The sound of music

Around here, we used to have a hearing aid commercial that started “Do you have trouble understanding conversations?” I don’t need a hearing aid, but I do have trouble understanding. It’s just the way my brain is wired. I hear music.

Put me in a noisy store or restaurant, and my brain picks out the background music first. Most people can’t even tell it’s there, but I know exactly what song it is you’re not hearing. And of course, if it is one of my favorites I may even sing along – and I have lots of favorite songs. (Needless to say, whoever I’m actually with may find that somewhat disconcerting.)

I guess it’s something like stuttering – which I suppose would make sense. I’m sure it’s before your time, but back in the 1970s there was a TV show named “BJ and the Bear”. BJ was a truck driver, the Bear was his pet monkey. Anyway, in one episode they were driving around a famous country singer who happens to have a terrible stutter.
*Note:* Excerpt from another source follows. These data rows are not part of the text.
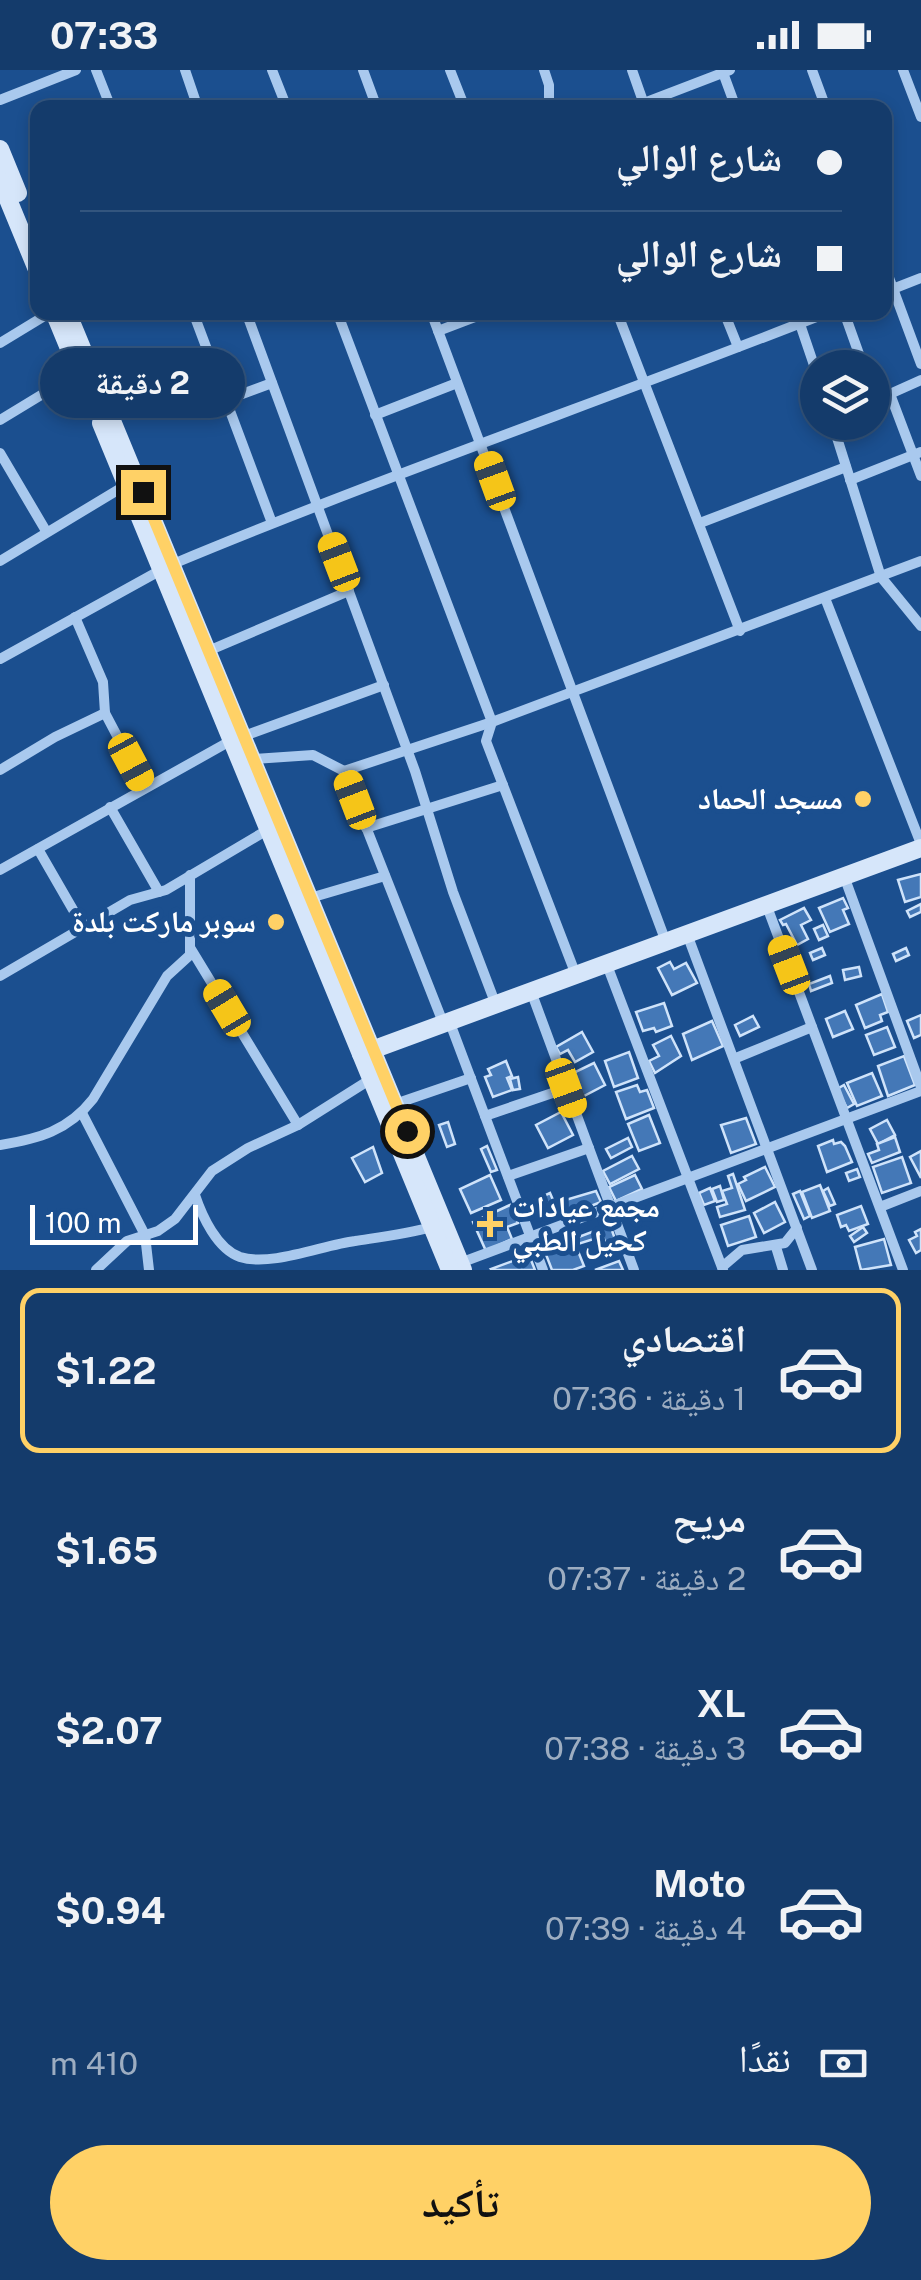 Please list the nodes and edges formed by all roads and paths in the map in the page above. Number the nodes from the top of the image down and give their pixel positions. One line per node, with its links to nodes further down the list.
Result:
1 (76, 70): 12 (street)
2 (96, 70): 13 (street)
3 (186, 70): 14 (street)
4 (272, 70): 15 (street)
5 (362, 70): 16 (street)
6 (450, 70): 17 (street)
7 (544, 70): 18 (street)
8 (632, 70): 19 (street)
9 (812, 70): 22 (street)
10 (903, 70): 23 (street)
11 (725, 71): 20 (street); 21 (street)
12 (0, 100)
13 (108, 100)
14 (195, 100)
15 (283, 100)
16 (374, 100)
17 (462, 100)
18 (549, 100)
19 (643, 100)
20 (657, 100)
21 (734, 100)
22 (823, 100)
23 (921, 117)
24 (0, 149): 26 (street)
25 (0, 180): 27 (street)
26 (30, 220)
27 (30, 253)
28 (921, 278): 29 (street)
29 (892, 289)
30 (892, 297): 49 (street)
31 (52, 320): 45 (street)
32 (64, 320): 50 (street)
33 (65, 320): 74 (street)
34 (196, 320): 56 (street)
35 (249, 320): 52 (street)
36 (340, 320): 57 (street)
37 (434, 320): 44 (street)
38 (467, 320): 44 (street)
39 (620, 320): 54 (street)
40 (727, 320): 46 (street)
41 (806, 320): 43 (street)
42 (847, 320): 48 (street)
43 (800, 324): 46 (street); 47 (street)
44 (438, 331): 53 (street)
45 (0, 343)
46 (738, 348): 54 (street)
47 (809, 350)
48 (858, 350)
49 (921, 364)
50 (80, 372): 58 (street); 67 (street)
51 (921, 380): 55 (street)
52 (272, 383): 56 (street); 68 (street)
53 (457, 383): 57 (street); 60 (street)
54 (644, 383): 60 (street); 70 (street)
55 (890, 394): 62 (street)
56 (226, 400): 69 (street)
57 (374, 415): 64 (street)
58 (0, 420)
59 (838, 440): 63 (street)
60 (482, 446): 64 (street); 84 (street)
61 (0, 453): 71 (street)
62 (917, 454): 65 (street); 66 (street)
63 (846, 467): 66 (street); 70 (street)
64 (398, 475): 68 (street); 86 (street)
65 (921, 476)
66 (850, 480): 75 (street)
67 (126, 485): 71 (street); 74 (street)
68 (317, 505): 69 (street); 76 (street)
69 (272, 523): 74 (street)
70 (700, 523): 80 (street)
71 (46, 531): 72 (street)
72 (0, 560)
73 (921, 561): 75 (street)
74 (167, 567): 78 (street); 81 (street); 87 (street)
75 (881, 577): 77 (street); 79 (street)
76 (350, 592): 81 (street); 83 (street)
77 (825, 598): 80 (street); 98 (street)
78 (75, 618): 82 (street); 85 (street)
79 (921, 626)
80 (740, 631): 84 (street)
81 (208, 650): 87 (street)
82 (0, 659)
83 (384, 685): 87 (street); 88 (street)
84 (572, 691): 86 (street); 109 (street)
85 (105, 712): 90 (street); 93 (street)
86 (492, 722): 88 (street); 92 (street)
87 (238, 738): 89 (street); 93 (street); 97 (street)
88 (408, 752): 91 (street); 95 (street)
89 (254, 759): 91 (street); 105 (street)
90 (0, 770)
91 (344, 771): 96 (street)
92 (503, 785): 95 (street); 113 (street)
93 (144, 787): 94 (street)
94 (110, 807): 99 (street); 104 (street)
95 (428, 810): 96 (street); 115 (street)
96 (366, 828): 102 (street)
97 (268, 829): 101 (street); 118 (street)
98 (921, 846): 103 (street)
99 (38, 850): 100 (street); 107 (street)
100 (0, 870)
101 (190, 875): 104 (street); 110 (street)
102 (385, 876): 105 (street); 116 (street)
103 (844, 876): 106 (street); 123 (street)
104 (159, 892): 107 (street)
105 (310, 898): 118 (street)
106 (766, 904): 108 (street); 117 (street)
107 (83, 927): 112 (street)
108 (687, 934): 109 (street); 119 (street)
109 (666, 942): 111 (street)
110 (192, 949): 125 (street); 128 (street)
111 (607, 965): 113 (street); 133 (street)
112 (0, 976)
113 (577, 976): 114 (street)
114 (532, 994): 115 (street); 122 (street)
115 (496, 1006): 116 (street)
116 (447, 1024): 118 (street); 120 (street)
117 (812, 1027): 119 (street); 127 (street)
118 (367, 1052): 121 (street); 124 (street)
119 (736, 1058): 131 (street)
120 (471, 1078): 124 (street); 126 (street)
121 (371, 1079): 128 (street); 138 (street)
122 (566, 1088): 126 (street); 130 (street)
123 (921, 1089): 127 (street)
124 (396, 1104): 144 (street)
125 (82, 1113): 129 (street); 140 (street)
126 (485, 1116): 132 (street)
127 (847, 1118): 131 (street); 137 (street)
128 (298, 1125): 135 (street)
129 (0, 1145)
130 (588, 1148): 132 (street); 136 (street)
131 (769, 1148): 133 (street); 139 (street)
132 (508, 1176): 141 (street)
133 (688, 1178): 136 (street); 145 (street)
134 (921, 1191): 137 (street)
135 (195, 1195): 140 (street); 143 (street)
136 (610, 1207): 141 (street); 150 (street)
137 (880, 1207): 153 (street)
138 (432, 1227): 143 (street); 144 (street)
139 (797, 1228): 142 (street); 152 (street)
140 (145, 1235): 146 (street); 147 (street)
141 (530, 1237): 144 (street); 149 (street)
142 (776, 1247): 145 (street); 151 (street)
143 (258, 1259): 148 (street)
144 (458, 1268)
145 (723, 1268)
146 (96, 1270)
147 (149, 1270)
148 (268, 1270)
149 (543, 1270)
150 (634, 1270)
151 (784, 1270)
152 (812, 1270)
153 (903, 1270)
Talking and singing involve different parts of the brain, and therefore most stutterers have no particular trouble singing. My parents tell me that when I was young they had to coach me to talk slowly because I had a tendency to stutter though I don’t recall it.

Along the same lines though, the store I work at has switched from disks to a streaming music. Yes, they call it “Wal-mart Radio” though it is not broadcast. The disks got repetitive for those of us who work there – even if it’s 6 hours of music (and usually it was shorter) after a few days of hearing the same songs in the same order every day you get tired of it. But the streaming music has a different problem … it doesn’t stick to the correct tempo. I’m not sure how it is actually encoded but it’s not like vinyl or the old audio tapes where if you change the speed the pitch also changes – the notes stay the same, but it just gets faster or slower. To me, that’s even worse than being repetitive as it violates the song itself – though most of the people I’ve mentioned it to say they can’t tell. It’s not sudden, but if you were trying to sing along you’d find it wasn’t quite where you expected it. (Which of course is why it bothers me – even if I’m not actually singing, I am singing along in my head.)

It can take me a few seconds after someone says something to figure out what they said, and sometimes I even have to ask them to repeat it. Maybe I should ask them to sing it?

One Reply to “The sound of music”

  1. and we hear really g[u]ood[/u] music all the time. me too. Maybe not Sing along but noise along. or alone. the Gaelic called it making noise with the mouth.
    That music is for the employees; let them know how you like it. Nice journal observation of our different realm.